Cuando los estadounidenses se sintieron amenazados, inmediatamente ocuparon todas las islas mexicanas que podrían ser tomadas por el Japón y claro, Guadalupe era una magnífica plataforma para que la Marina Nipona lanzara un devastador ataque sobre las bases navales norteamericanas en California.

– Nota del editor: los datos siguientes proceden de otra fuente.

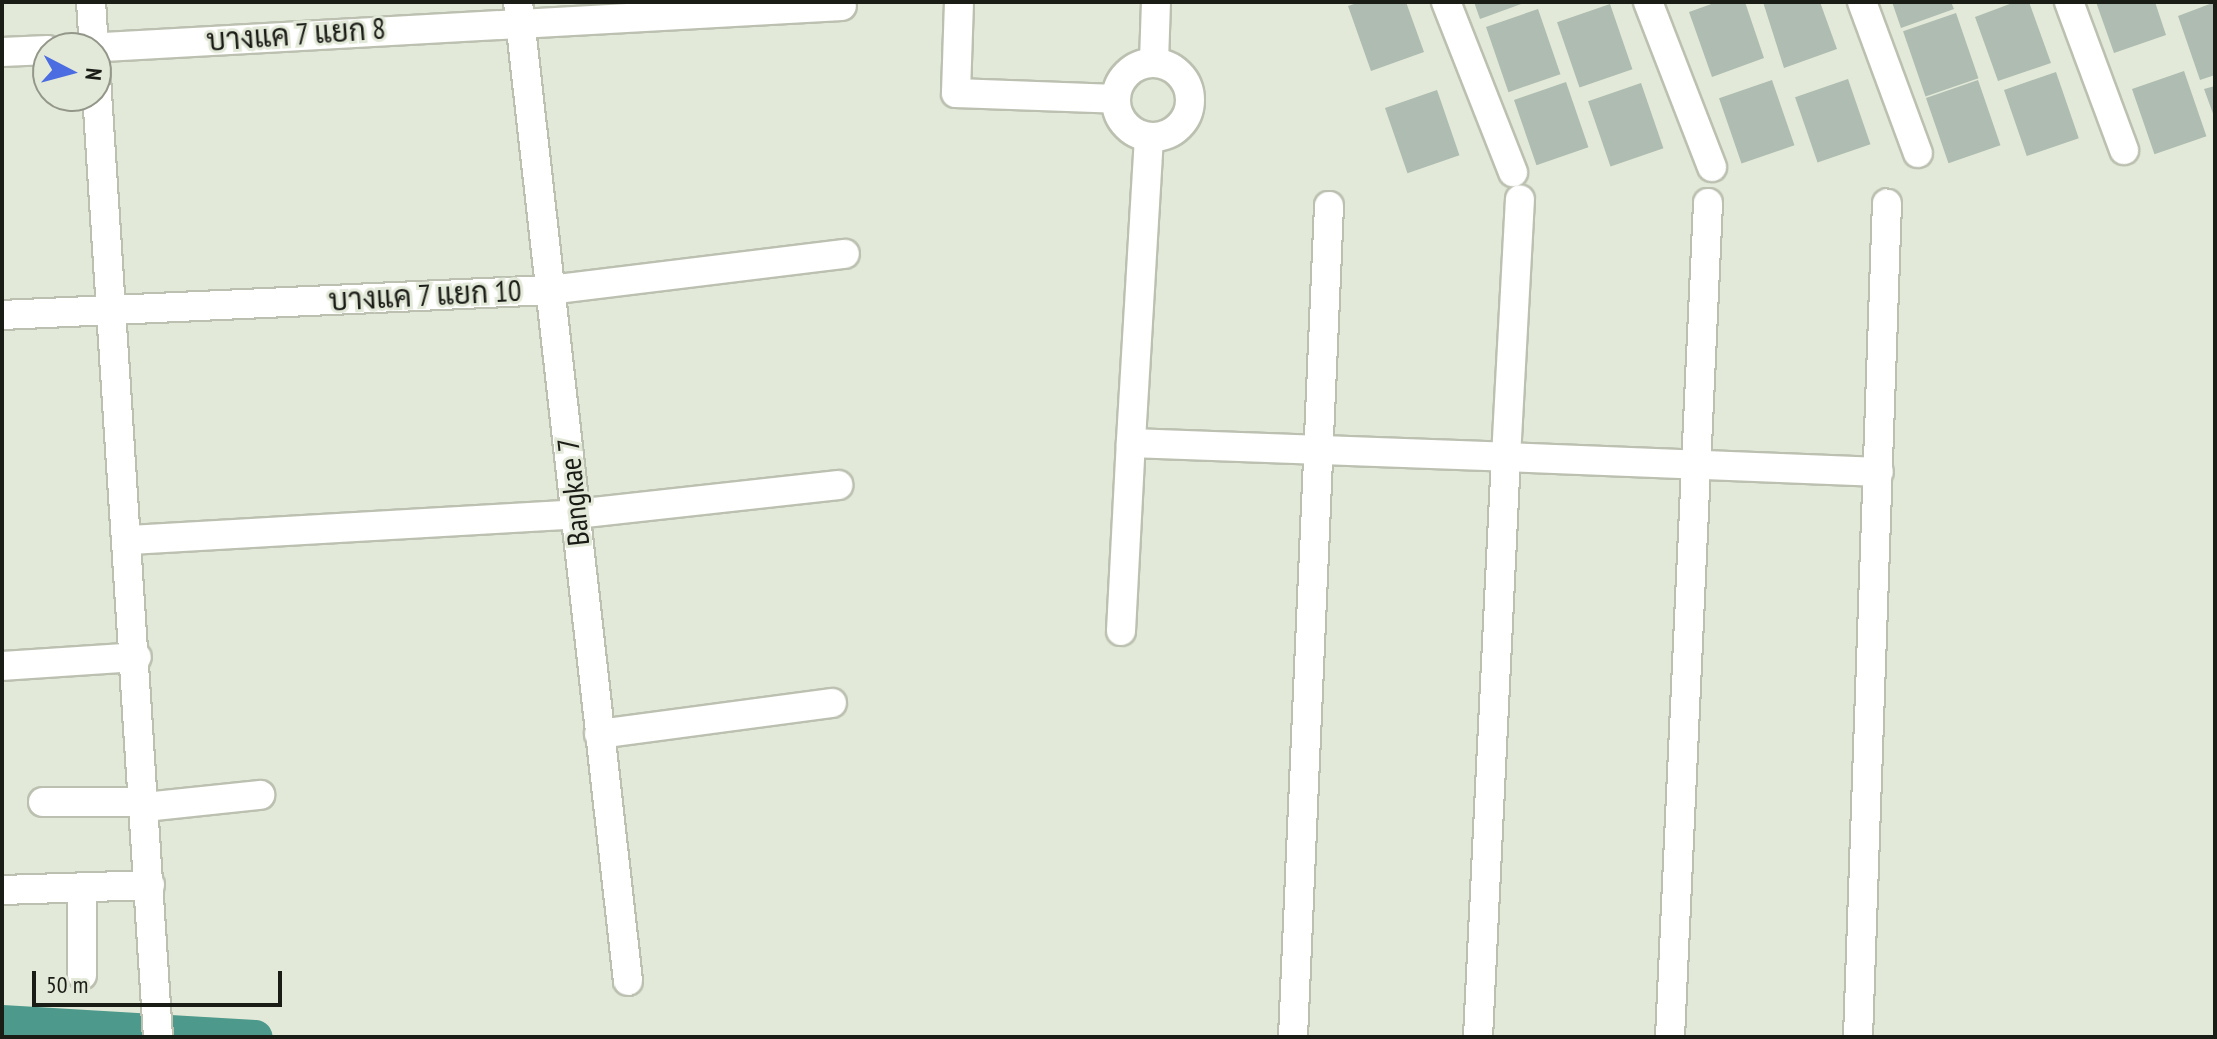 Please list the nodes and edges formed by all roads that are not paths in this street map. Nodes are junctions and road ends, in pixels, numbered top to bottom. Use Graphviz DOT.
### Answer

            Con la explicación de Toshi me vino a la mente lo que, no hacía mucho, había leído en un viejo libro titulado: “Carniceros de las bolsas grandes”. Una narración anecdótica de un mexicano que fue reclutado por el ejército estadounidense durante la Segunda Guerra Mundial y que logró llegar a ser miembro del prestigiado cuerpo de paracaidistas en Europa. En dicho libro, el protagonista cuenta que durante su entrenamiento estuvo como radio operador en una isla cercana a su base en California, lugar donde, para no aburrirse, se “divertían” disparándole a los elefantes marinos. Una atrocidad que probablemente ocurrió en Guadalupe.        

            Por alguna razón esa noche no pude conciliar el sueño y tuve que soportar dormitando el nada melodioso concierto de ronquidos de mi querido compañero.